The light burned about them like a flaming rose. The other couples had paused and retreated, staring at them; but they did not heed their isolation. They swooped and careened and twirled till they were blurred like a spinning top, till they were exhausted and wavering in their flight.
At length he found that she was breathless, pale, squandered. She hung all her weight on his arm, and grew so heavy that it ached.
And now, when he looked down at her, he saw that the operator had inadvertently put upon them the green light. In Forbes' eyes it had a sickly, cadaverous glimmer as of death and dissolution. He did not know that she was about to swoon; but she was so gray and lifeless that he was frightened. In the green, clammy radiance she looked as if she had been buried and brought back to the daylight. She was horribly beautiful.

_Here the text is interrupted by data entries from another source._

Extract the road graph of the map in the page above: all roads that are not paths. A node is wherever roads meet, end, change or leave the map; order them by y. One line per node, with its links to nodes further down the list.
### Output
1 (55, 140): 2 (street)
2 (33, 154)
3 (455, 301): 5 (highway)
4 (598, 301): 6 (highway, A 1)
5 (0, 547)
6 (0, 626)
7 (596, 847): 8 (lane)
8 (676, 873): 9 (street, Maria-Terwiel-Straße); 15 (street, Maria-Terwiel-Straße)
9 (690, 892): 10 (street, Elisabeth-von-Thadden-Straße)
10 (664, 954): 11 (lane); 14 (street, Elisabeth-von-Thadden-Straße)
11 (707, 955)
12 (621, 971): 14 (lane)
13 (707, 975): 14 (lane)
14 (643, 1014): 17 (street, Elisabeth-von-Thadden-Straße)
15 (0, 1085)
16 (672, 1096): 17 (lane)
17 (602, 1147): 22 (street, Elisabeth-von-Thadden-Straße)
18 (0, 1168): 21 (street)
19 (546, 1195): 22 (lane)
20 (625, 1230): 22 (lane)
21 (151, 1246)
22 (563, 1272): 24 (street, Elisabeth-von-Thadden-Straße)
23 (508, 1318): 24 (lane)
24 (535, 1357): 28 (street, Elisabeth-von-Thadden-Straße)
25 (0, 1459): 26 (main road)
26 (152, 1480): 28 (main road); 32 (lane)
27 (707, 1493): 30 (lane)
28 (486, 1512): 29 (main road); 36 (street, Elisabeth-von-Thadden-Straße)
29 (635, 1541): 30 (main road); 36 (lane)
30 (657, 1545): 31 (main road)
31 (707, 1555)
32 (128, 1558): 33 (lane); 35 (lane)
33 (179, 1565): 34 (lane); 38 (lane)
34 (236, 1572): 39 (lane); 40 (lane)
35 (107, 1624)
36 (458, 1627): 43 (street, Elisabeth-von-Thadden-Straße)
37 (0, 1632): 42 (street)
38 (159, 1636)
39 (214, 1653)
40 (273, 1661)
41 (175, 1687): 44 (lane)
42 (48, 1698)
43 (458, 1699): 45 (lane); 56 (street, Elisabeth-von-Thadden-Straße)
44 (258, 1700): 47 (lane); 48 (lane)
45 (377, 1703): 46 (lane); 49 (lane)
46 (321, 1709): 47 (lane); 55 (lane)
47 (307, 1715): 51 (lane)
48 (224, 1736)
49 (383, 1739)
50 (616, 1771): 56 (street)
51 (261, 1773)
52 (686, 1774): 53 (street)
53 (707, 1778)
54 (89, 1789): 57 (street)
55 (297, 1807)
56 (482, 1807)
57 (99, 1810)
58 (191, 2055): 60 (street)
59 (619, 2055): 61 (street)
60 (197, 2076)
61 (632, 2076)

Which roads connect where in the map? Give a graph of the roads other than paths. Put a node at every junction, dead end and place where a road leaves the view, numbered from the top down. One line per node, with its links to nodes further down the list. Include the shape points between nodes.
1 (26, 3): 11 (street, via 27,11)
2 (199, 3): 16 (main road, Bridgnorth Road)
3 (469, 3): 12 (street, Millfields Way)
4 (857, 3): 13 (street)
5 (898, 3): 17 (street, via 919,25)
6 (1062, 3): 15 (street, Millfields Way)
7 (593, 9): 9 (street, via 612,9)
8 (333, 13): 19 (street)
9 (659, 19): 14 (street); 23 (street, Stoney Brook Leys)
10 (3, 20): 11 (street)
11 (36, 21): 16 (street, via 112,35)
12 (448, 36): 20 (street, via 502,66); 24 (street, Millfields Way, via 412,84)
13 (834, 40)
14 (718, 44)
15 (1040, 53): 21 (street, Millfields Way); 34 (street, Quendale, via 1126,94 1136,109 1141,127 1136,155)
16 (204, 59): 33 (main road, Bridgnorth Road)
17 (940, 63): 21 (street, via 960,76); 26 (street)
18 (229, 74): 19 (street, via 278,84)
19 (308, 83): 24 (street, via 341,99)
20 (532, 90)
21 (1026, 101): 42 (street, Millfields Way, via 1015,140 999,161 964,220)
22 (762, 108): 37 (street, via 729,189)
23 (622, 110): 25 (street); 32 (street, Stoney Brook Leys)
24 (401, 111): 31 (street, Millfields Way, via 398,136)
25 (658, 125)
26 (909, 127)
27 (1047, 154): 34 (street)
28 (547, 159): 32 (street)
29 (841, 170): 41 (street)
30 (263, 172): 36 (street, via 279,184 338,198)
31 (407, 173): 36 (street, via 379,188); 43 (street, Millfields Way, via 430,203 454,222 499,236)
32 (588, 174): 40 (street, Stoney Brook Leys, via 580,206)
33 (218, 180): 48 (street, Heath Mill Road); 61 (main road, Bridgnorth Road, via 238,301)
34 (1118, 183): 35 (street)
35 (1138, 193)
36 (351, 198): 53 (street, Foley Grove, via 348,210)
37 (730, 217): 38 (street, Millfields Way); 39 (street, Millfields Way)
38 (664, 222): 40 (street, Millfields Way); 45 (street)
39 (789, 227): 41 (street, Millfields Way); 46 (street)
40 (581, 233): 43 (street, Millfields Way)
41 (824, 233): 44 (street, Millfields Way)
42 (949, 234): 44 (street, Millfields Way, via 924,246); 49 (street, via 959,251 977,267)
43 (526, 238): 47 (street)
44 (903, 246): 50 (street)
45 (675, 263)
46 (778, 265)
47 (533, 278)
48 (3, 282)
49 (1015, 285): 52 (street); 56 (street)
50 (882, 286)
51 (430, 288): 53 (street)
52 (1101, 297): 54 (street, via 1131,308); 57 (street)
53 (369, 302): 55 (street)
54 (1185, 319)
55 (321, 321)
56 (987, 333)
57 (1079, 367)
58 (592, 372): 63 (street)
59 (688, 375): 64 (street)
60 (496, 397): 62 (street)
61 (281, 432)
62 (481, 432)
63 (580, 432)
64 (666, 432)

Just in time the music came to an abrupt end, and the danse macabre was done. But the floor still wheeled beneath his feet, and he staggered as he held her limp and swaying body.
She shook the dizziness from her eyes, and put away his arm, but seized it again. He supported her to the table and guided her to a seat. Then he caught up a glass and put it to her wan mouth.
Ten Eyck, who had been watching them from his place, shoved a chair against Forbes relaxing knees, and set a tall glass in his hand, saying:
"Gad, old man, you need a drink!"
Forbes took a gulp of a highball and sat staring at Persis. Ten Eyck was quietly dipping his fingers into his own glass and flicking water on Persis' face. She regained her self-control wonderingly. Her lips tried pluckily to smile, though her eyes studied Forbes with a kind of terrified anger—more at herself than at him. He met them with a gaze of adoration and dread.
As his hot brow cooled, it seemed that an icy hand passed across it.